School meals coverage is surging, but it's not enough
After coronavirus lockdowns and the economic blowback from the war in Ukraine, school meals have rebounded sharply and are today reaching a record number of young students worldwide.
Yet even as many governments strengthen their commitments to school meals, some of the poorest are struggling to finance them. Donor funding is patchy and realizing a 2030 goal – that every young student gets at least one nutritious meal during schooldays – remains daunting.
This mixed report card backdrops the first international meeting of the School Meals Coalition in Paris Wednesday (18 October). Hosted by France, the two-day summit gathers representatives from 55 countries, including heads of state and local governments, lawmakers and key Coalition drivers, including the World Food Programme (WFP).
“The conversation in Paris is going to be about we move the agenda forward – how to scale up programmes to reach all the children in the world,” says Carmen Burbano, Director of WFP’s School Feeding Unit.
For the poorest countries, however, struggling to meet massive development demands with shoe-string budgets: “We still don’t have the financing solution that meets the challenge,” Burbano says.
These and other issues will be up for discussion this week through the Coalition – a two-year-old network that has grown to more than 90 member states and 100-plus partner organizations.
Among other key goals, Burbano says, WFP hopes the Paris meeting will motivate governments and donors to invest more in school meals, help bring school-meals goals into major forums like the Group of Seven (G7) and Group of 20 (G20), and allow new voices – from mayors to academics – to help shape the discussions.
Also essential: mobilizing new financing, including from multilateral financial institutions.
Ahead of the summit, however, Burbano points to one key achievement: “We’ve managed to position the well-being of children in the (global) conversation,” Burbano says. “Getting so many governments to agree on something is not very common these days, in a very fragmented multilateral world.”
Breaking the hunger cycle
Today, authorities are earmarking billions more dollars for school meals than just a few years ago; low-income countries alone have seen a 15 percent spending boost.
Roughly 418 million schoolchildren worldwide now benefit from school meals – 30 million more than during pre-COVID-19 days. But millions more are still denied access – demanding major efforts to realize the Coalition’s 2030 goal of feeding all 724 million students who need them.
“If I were the Prime Minister, I would give children food three times a day: before they start their classes, at break time, and after school before they go home,” says Solomon, a young learner in Haiti. “Because when they get home, they may not find any food and spend the whole day hungry.”

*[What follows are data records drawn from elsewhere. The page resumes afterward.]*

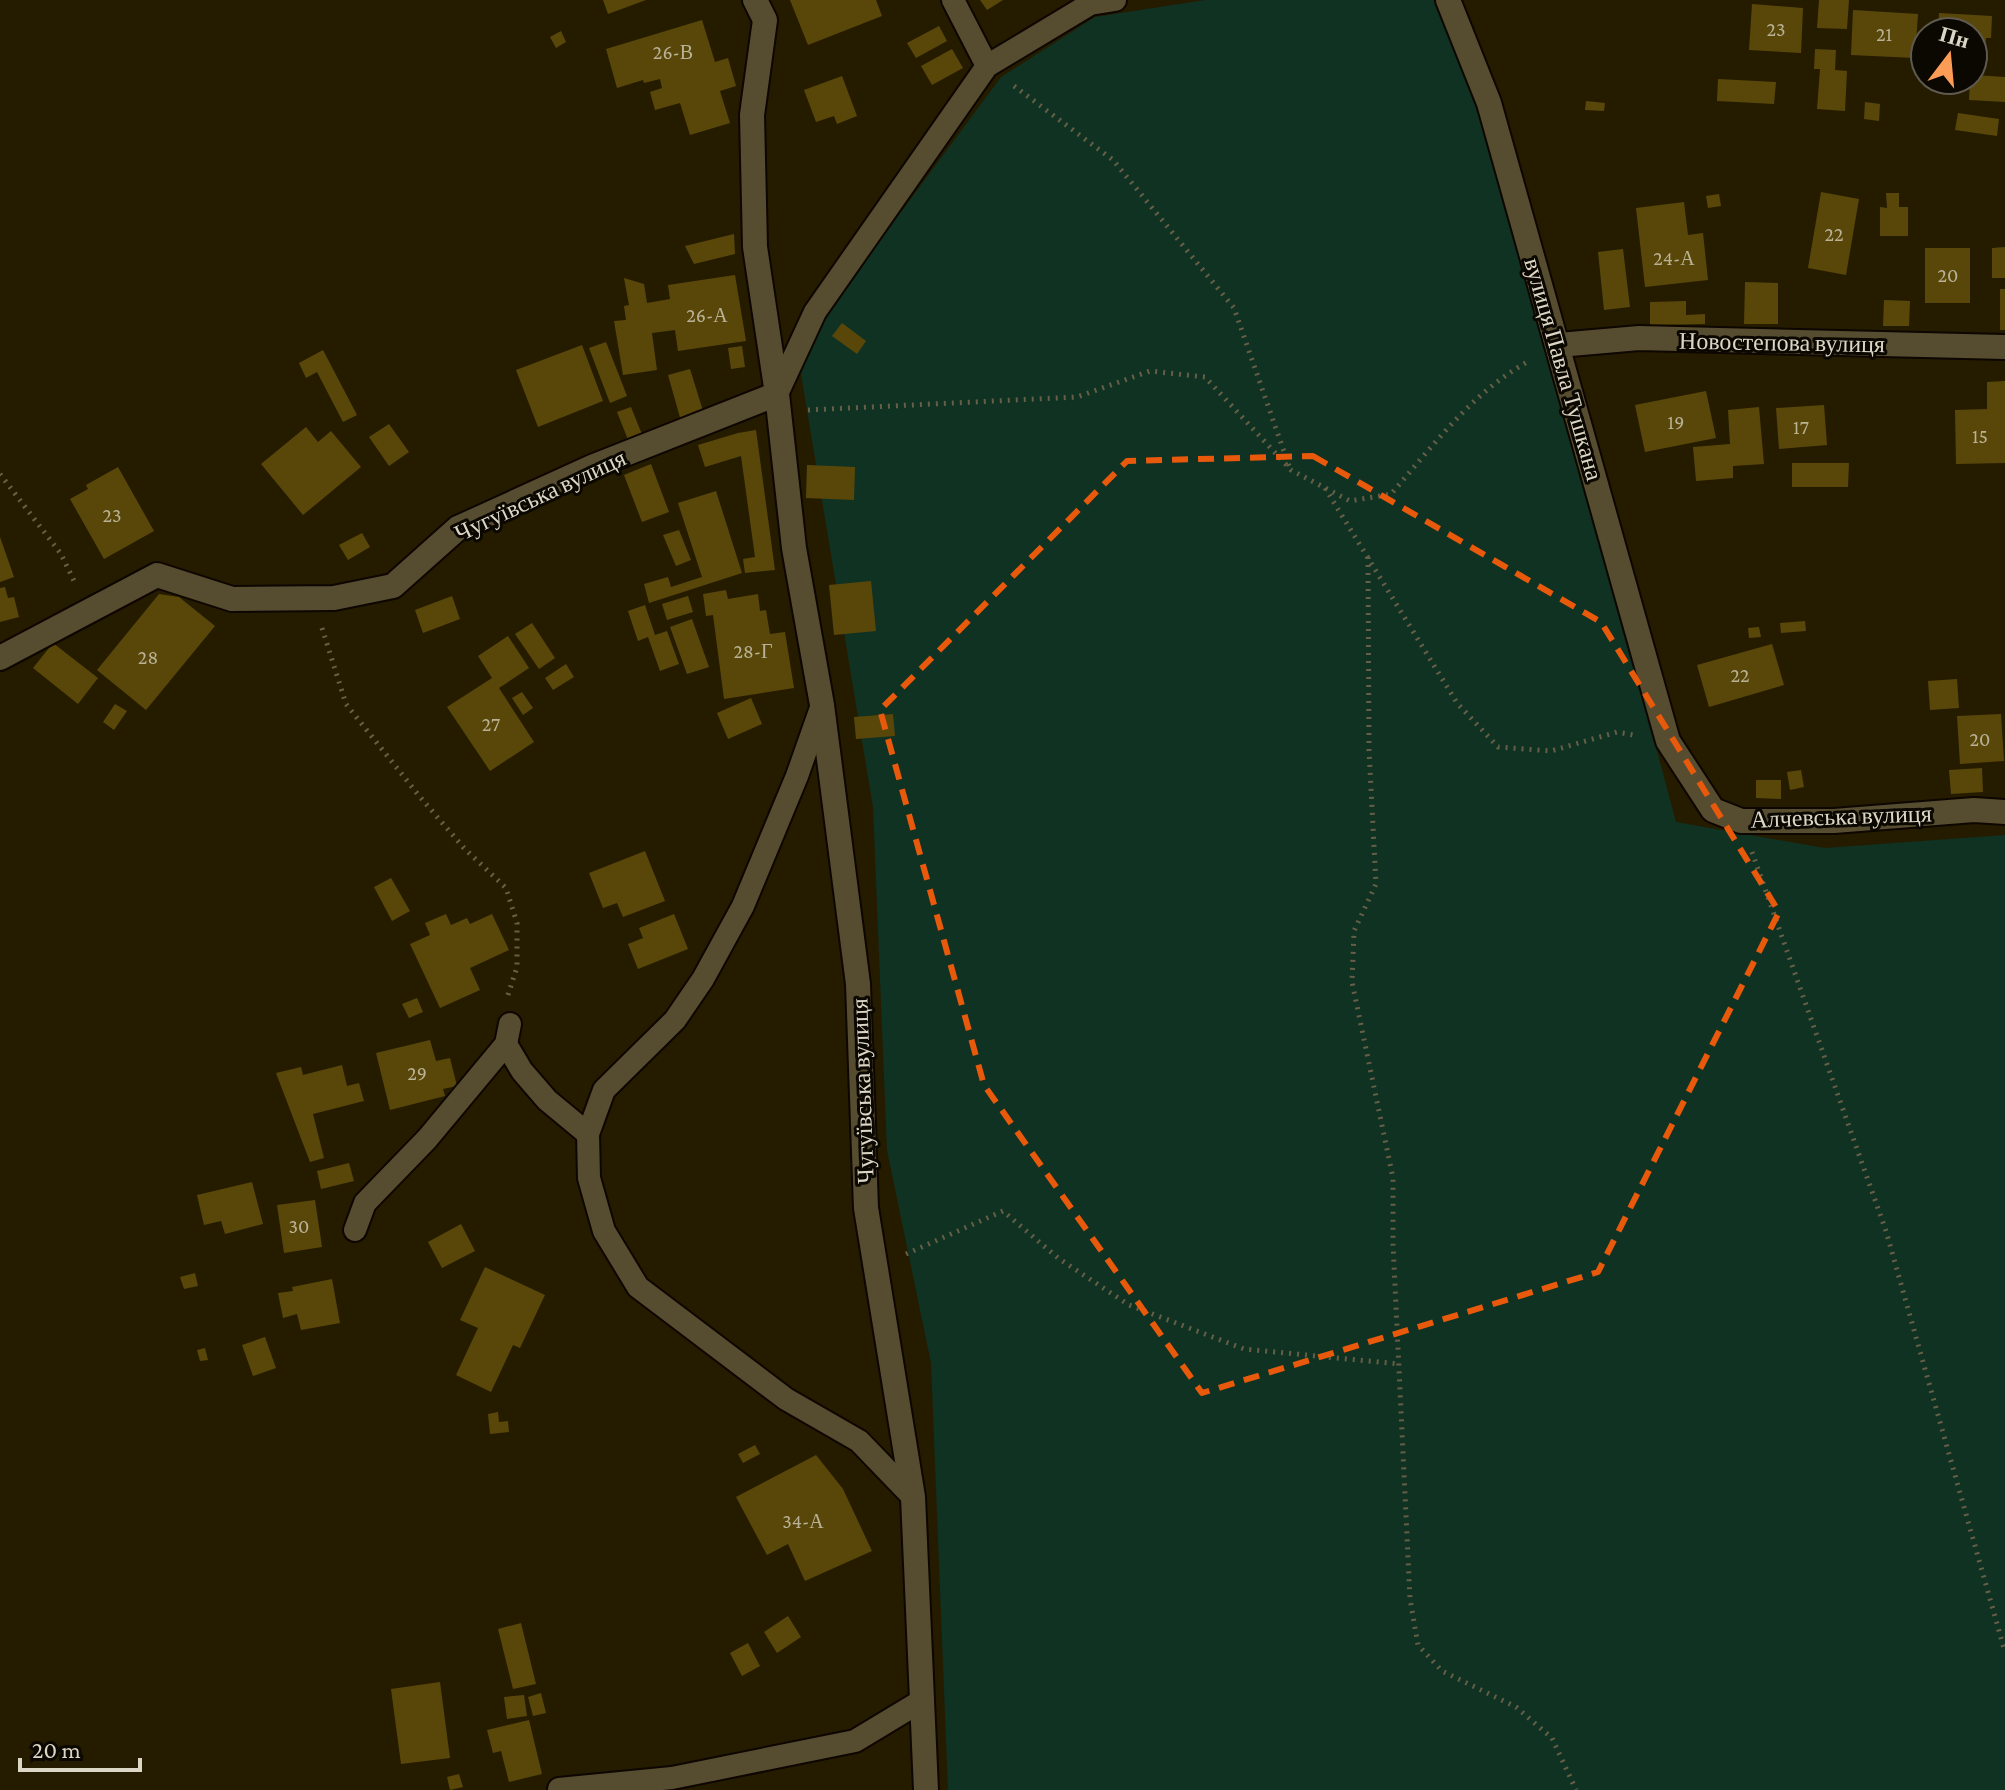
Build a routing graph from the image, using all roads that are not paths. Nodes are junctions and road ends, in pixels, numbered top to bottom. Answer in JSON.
{"nodes":[{"id":1,"x":755,"y":0,"type":"edge"},
{"id":2,"x":953,"y":0,"type":"edge"},
{"id":3,"x":1115,"y":0,"type":"edge"},
{"id":4,"x":1448,"y":0,"type":"edge"},
{"id":5,"x":987,"y":66,"type":"junction"},
{"id":6,"x":1559,"y":345,"type":"junction"},
{"id":7,"x":2005,"y":347,"type":"edge"},
{"id":8,"x":778,"y":402,"type":"junction"},
{"id":9,"x":0,"y":658,"type":"edge"},
{"id":10,"x":822,"y":705,"type":"junction"},
{"id":11,"x":1668,"y":741,"type":"joint"},
{"id":12,"x":2005,"y":812,"type":"edge"},
{"id":13,"x":588,"y":1134,"type":"junction"},
{"id":14,"x":355,"y":1230,"type":"dead end"},
{"id":15,"x":913,"y":1497,"type":"junction"},
{"id":16,"x":923,"y":1700,"type":"junction"},
{"id":17,"x":559,"y":1789,"type":"edge"},
{"id":18,"x":926,"y":1790,"type":"edge"}],
"edges":[{"from":1,"to":8,"type":"street","name":"Чугуївська вулиця"},
{"from":2,"to":5,"type":"lane"},
{"from":3,"to":5,"type":"lane"},
{"from":4,"to":6,"type":"street","name":"вулиця Павла Тушкана"},
{"from":5,"to":8,"type":"lane"},
{"from":6,"to":7,"type":"street","name":"Новостепова вулиця"},
{"from":6,"to":11,"type":"street","name":"вулиця Павла Тушкана"},
{"from":8,"to":9,"type":"street","name":"Чугуївська вулиця"},
{"from":8,"to":10,"type":"street","name":"Чугуївська вулиця"},
{"from":10,"to":13,"type":"lane"},
{"from":10,"to":15,"type":"street","name":"Чугуївська вулиця"},
{"from":11,"to":12,"type":"street","name":"Алчевська вулиця"},
{"from":13,"to":14,"type":"lane"},
{"from":13,"to":15,"type":"lane"},
{"from":15,"to":16,"type":"street","name":"Чугуївська вулиця"},
{"from":16,"to":17,"type":"lane"},
{"from":16,"to":18,"type":"street","name":"Чугуївська вулиця"}]}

Students like Solomon count among 20 million children eating WFP school meals in 74 countries – in programmes in which governments are the main drivers. The paybacks are multiple; school meals support agriculture, health, nutrition and education among other sectors, with every dollar invested delivering US$9 in returns.
In Kenya – where WFP works with the Ministry of Education to provide school meals to 1.6 million children – the Government plans to more than double the school meals budget to US$35 million in 2024, compared to US$15 million this year, and has set ambitious targets to boost coverage from the current 1.6 million children to 10 million by 2030.

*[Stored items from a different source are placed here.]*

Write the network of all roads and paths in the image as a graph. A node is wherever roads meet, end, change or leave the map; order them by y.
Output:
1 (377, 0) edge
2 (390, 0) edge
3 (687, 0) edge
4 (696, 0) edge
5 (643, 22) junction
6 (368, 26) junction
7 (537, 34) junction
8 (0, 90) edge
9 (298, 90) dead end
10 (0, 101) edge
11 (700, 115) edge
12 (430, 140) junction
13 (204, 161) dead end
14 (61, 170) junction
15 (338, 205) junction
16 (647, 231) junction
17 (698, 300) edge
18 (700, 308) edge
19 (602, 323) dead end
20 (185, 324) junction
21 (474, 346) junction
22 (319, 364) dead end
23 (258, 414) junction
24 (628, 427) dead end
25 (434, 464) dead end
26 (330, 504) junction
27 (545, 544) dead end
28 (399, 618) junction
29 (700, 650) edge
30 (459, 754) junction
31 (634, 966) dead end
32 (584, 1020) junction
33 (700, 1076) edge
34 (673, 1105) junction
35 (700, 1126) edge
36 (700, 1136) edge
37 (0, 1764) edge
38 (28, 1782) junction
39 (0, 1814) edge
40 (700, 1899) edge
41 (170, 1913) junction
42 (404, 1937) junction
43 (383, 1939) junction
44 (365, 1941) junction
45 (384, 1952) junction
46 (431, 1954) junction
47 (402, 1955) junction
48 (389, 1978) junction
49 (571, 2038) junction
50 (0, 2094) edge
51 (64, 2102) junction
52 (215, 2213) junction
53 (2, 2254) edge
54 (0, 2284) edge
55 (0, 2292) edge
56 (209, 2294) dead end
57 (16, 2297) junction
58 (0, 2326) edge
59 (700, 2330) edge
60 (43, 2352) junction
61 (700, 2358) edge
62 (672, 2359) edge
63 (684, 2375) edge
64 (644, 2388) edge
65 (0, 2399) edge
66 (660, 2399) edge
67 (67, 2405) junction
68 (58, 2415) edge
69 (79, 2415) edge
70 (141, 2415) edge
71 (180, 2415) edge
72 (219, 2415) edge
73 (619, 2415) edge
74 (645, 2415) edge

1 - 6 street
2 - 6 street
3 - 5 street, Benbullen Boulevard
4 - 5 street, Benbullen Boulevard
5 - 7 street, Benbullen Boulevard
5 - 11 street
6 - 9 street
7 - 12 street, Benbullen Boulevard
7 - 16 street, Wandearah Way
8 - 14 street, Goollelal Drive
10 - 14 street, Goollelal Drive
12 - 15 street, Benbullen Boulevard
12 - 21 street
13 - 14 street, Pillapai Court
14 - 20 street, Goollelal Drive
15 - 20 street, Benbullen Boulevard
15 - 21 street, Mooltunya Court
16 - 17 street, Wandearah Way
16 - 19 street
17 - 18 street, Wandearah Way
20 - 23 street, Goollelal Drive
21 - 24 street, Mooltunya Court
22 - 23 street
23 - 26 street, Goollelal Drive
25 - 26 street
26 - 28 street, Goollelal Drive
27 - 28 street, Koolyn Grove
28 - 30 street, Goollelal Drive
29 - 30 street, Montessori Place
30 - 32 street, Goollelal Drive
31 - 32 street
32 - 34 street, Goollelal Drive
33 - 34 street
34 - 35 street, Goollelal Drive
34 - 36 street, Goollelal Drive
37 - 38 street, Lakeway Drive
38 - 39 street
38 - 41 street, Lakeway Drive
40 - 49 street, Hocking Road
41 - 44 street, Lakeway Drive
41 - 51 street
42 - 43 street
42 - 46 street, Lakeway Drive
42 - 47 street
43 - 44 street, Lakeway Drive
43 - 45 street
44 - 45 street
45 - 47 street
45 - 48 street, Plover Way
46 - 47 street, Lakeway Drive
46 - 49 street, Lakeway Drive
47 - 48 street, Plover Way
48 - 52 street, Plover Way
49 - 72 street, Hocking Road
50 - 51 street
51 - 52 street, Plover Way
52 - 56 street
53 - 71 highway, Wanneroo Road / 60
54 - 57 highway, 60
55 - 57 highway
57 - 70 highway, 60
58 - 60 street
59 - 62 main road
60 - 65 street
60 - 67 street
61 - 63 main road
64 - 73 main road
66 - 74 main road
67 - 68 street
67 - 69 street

“It’s increasing the percentage of local food purchases so that smallholder farmers are connected,” Burbano adds, regarding Kenya’s school meals strategy which reflects WFP’s own community-based, locally supplied Home Grown School Meals initiative. “It’s increasing the diversity of food children eat, so it’s not just rice and beans.”
In Honduras, where WFP supports the Government in delivering food to more than 1 million schoolchildren, authorities are moving to supply clean energy to every participating school.

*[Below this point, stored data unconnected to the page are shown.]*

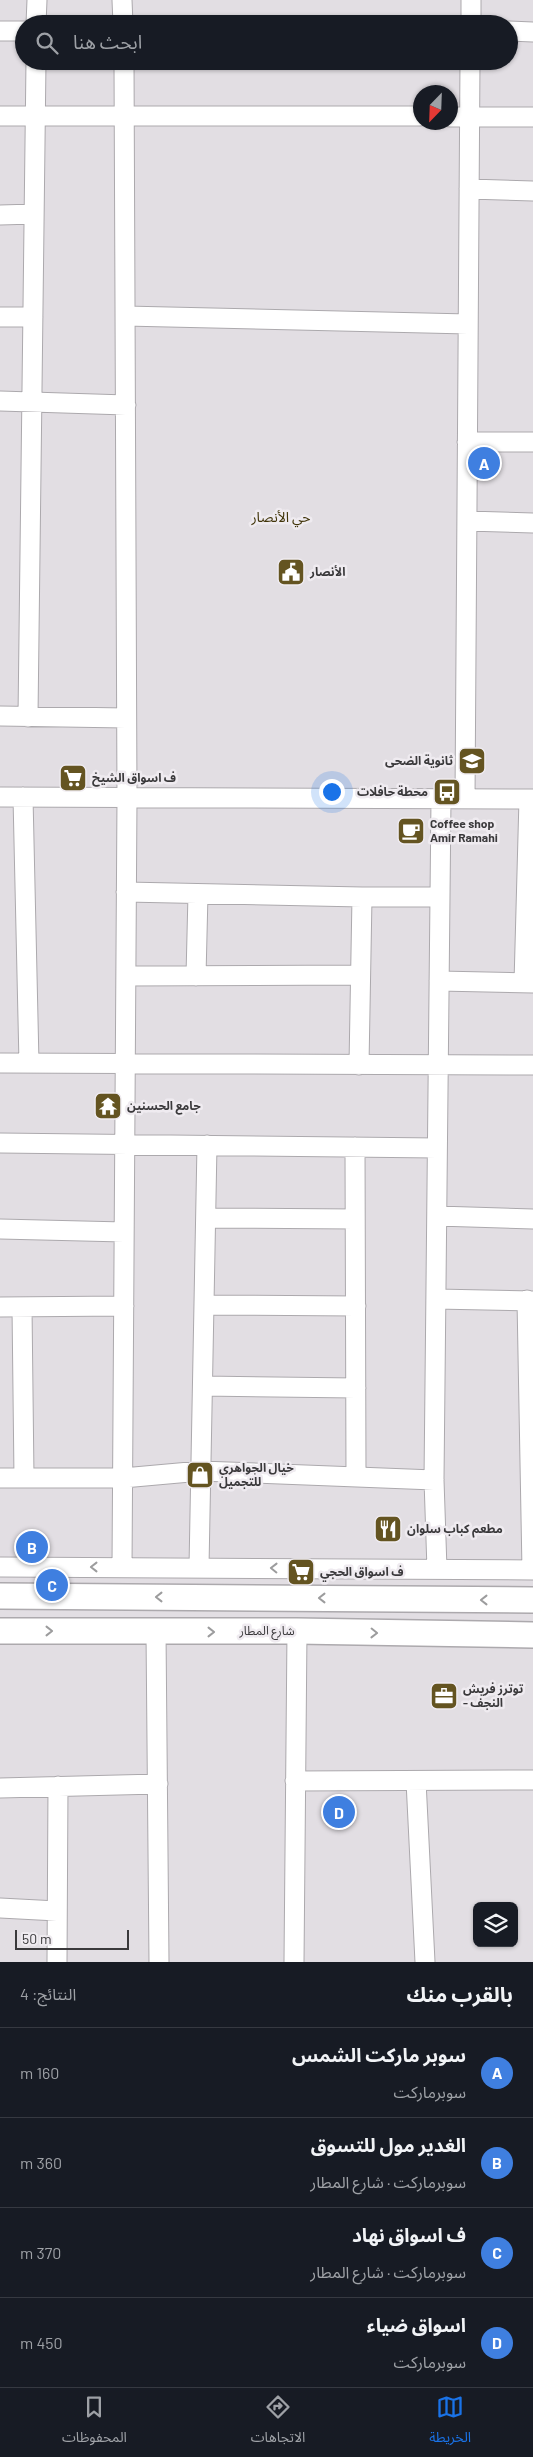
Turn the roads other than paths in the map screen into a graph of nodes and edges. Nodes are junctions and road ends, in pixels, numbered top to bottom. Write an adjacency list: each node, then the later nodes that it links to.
1 (36, 0): 4 (street)
2 (122, 0): 5 (street)
3 (471, 0): 6 (street)
4 (36, 15)
5 (123, 15)
6 (471, 15)
7 (0, 31): 8 (street)
8 (15, 31)
9 (518, 31): 10 (street)
10 (533, 32)
11 (36, 70): 15 (street)
12 (124, 70): 16 (street)
13 (470, 70): 19 (street)
14 (0, 116): 15 (street)
15 (36, 116): 16 (street); 23 (street)
16 (125, 116): 17 (street); 25 (street)
17 (413, 116)
18 (458, 116): 19 (street)
19 (469, 116): 20 (street); 21 (street)
20 (533, 116)
21 (469, 189): 22 (street); 28 (street)
22 (533, 191)
23 (34, 214): 24 (street); 27 (street)
24 (0, 215)
25 (125, 316): 28 (street); 31 (street)
26 (0, 317): 27 (street)
27 (33, 317): 30 (street)
28 (468, 324): 32 (street)
29 (0, 401): 30 (street)
30 (32, 402): 31 (street); 37 (street)
31 (126, 405): 38 (street)
32 (467, 442): 33 (street); 34 (street)
33 (533, 442)
34 (467, 521): 35 (street); 43 (street)
35 (533, 522)
36 (0, 716): 37 (street)
37 (28, 717): 38 (street)
38 (126, 718): 41 (street)
39 (0, 797): 40 (street)
40 (24, 797): 41 (street); 55 (street)
41 (127, 798): 42 (street); 45 (street)
42 (441, 799): 43 (street); 48 (street)
43 (465, 799): 44 (street)
44 (531, 799): 53 (street)
45 (126, 892): 46 (street); 50 (street)
46 (198, 894): 47 (street); 51 (street)
47 (362, 897): 48 (street); 49 (street)
48 (440, 897): 52 (street)
49 (360, 975): 51 (street); 56 (street)
50 (126, 976): 51 (street); 57 (street)
51 (196, 976)
52 (439, 981): 53 (street); 59 (street)
53 (528, 983)
54 (0, 1063): 55 (street)
55 (29, 1063): 57 (street)
56 (359, 1064): 57 (street); 59 (street)
57 (125, 1065): 61 (street)
58 (533, 1065): 59 (street)
59 (438, 1066): 64 (street)
60 (0, 1143): 61 (street)
61 (125, 1143): 62 (street); 70 (street)
62 (207, 1144): 63 (street); 66 (street)
63 (355, 1147): 64 (street); 67 (street)
64 (438, 1148): 65 (street)
65 (437, 1216): 68 (street); 71 (street)
66 (206, 1218): 67 (street); 73 (street)
67 (355, 1219): 75 (street)
68 (533, 1219)
69 (0, 1230): 70 (street)
70 (124, 1232): 74 (street)
71 (436, 1299): 72 (street); 85 (street)
72 (530, 1300): 90 (street)
73 (204, 1305): 75 (street); 78 (street)
74 (124, 1306): 77 (street); 84 (street)
75 (356, 1306): 79 (street)
76 (0, 1307): 77 (street)
77 (22, 1307): 83 (street)
78 (203, 1386): 79 (street); 80 (street)
79 (356, 1388): 81 (street)
80 (201, 1471): 81 (street); 84 (street); 88 (street)
81 (356, 1477): 85 (street)
82 (0, 1478): 83 (street)
83 (24, 1478): 84 (street)
84 (123, 1478): 87 (street)
85 (434, 1480): 89 (street)
86 (0, 1567): 87 (street, one-way to 86)
87 (122, 1567): 88 (street)
88 (199, 1567): 89 (street, one-way to 88)
89 (437, 1570): 90 (street)
90 (532, 1570)
91 (0, 1596): 92 (main road, one-way to 91)
92 (533, 1600)
93 (0, 1631): 95 (main road, شارع المطار, one-way to 95)
94 (297, 1631): 95 (main road, شارع المطار, one-way to 94); 96 (main road, شارع المطار, one-way to 96); 99 (street)
95 (156, 1632): 100 (street)
96 (533, 1635)
97 (416, 1780): 98 (street); 99 (street); 108 (street)
98 (533, 1780)
99 (296, 1781): 107 (street)
100 (158, 1784): 101 (street); 106 (street)
101 (58, 1786): 102 (street); 104 (street)
102 (0, 1788)
103 (0, 1908): 104 (street)
104 (58, 1911): 105 (street)
105 (57, 1962)
106 (160, 1962)
107 (294, 1962)
108 (424, 1962)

WFP is also working with cities like Ethiopia’s capital, Addis Ababa, which provides its own, universal school meals coverage to young students. Mayor Adanech Abebe will be attending the Paris summit.
“The school meals programme is run by the city,” Burbano says, “but we provide technical assistance and backstopping.”
She expects the Paris conference to see a raft of new country commitments to school feeding – likely sparking a snowball effect with buy-ins from donors and other Coalition members. But gaping holes remain.
“The biggest challenge is in low-income countries, and how they can afford these programmes,” Burbano says of countries WFP works with especially closely.
“These are the governments that are slashing budgets everywhere,” she adds of especially fragile states, “the ones that are going to feel the effects of climate change and disasters more often.”
It will also take major and longstanding funding commitments to reach universal school meals coverage in just seven years.
Investment options on the table, Burbano says, include debt swaps – in which indebted countries invest in a mutually agreed development project instead of paying back their creditors. WFP has already negotiated ten such agreements to date for school meals and other key programmes, amounting to more than US$145 million.
Bringing in new, multi-year financing, including from the World Bank and International Monetary Fund, is another priority.
“That’s the biggest conversation,” Burbano says. “How to nurture the momentum for school meals programmes and bring other voices to the table, so it continues to grow.”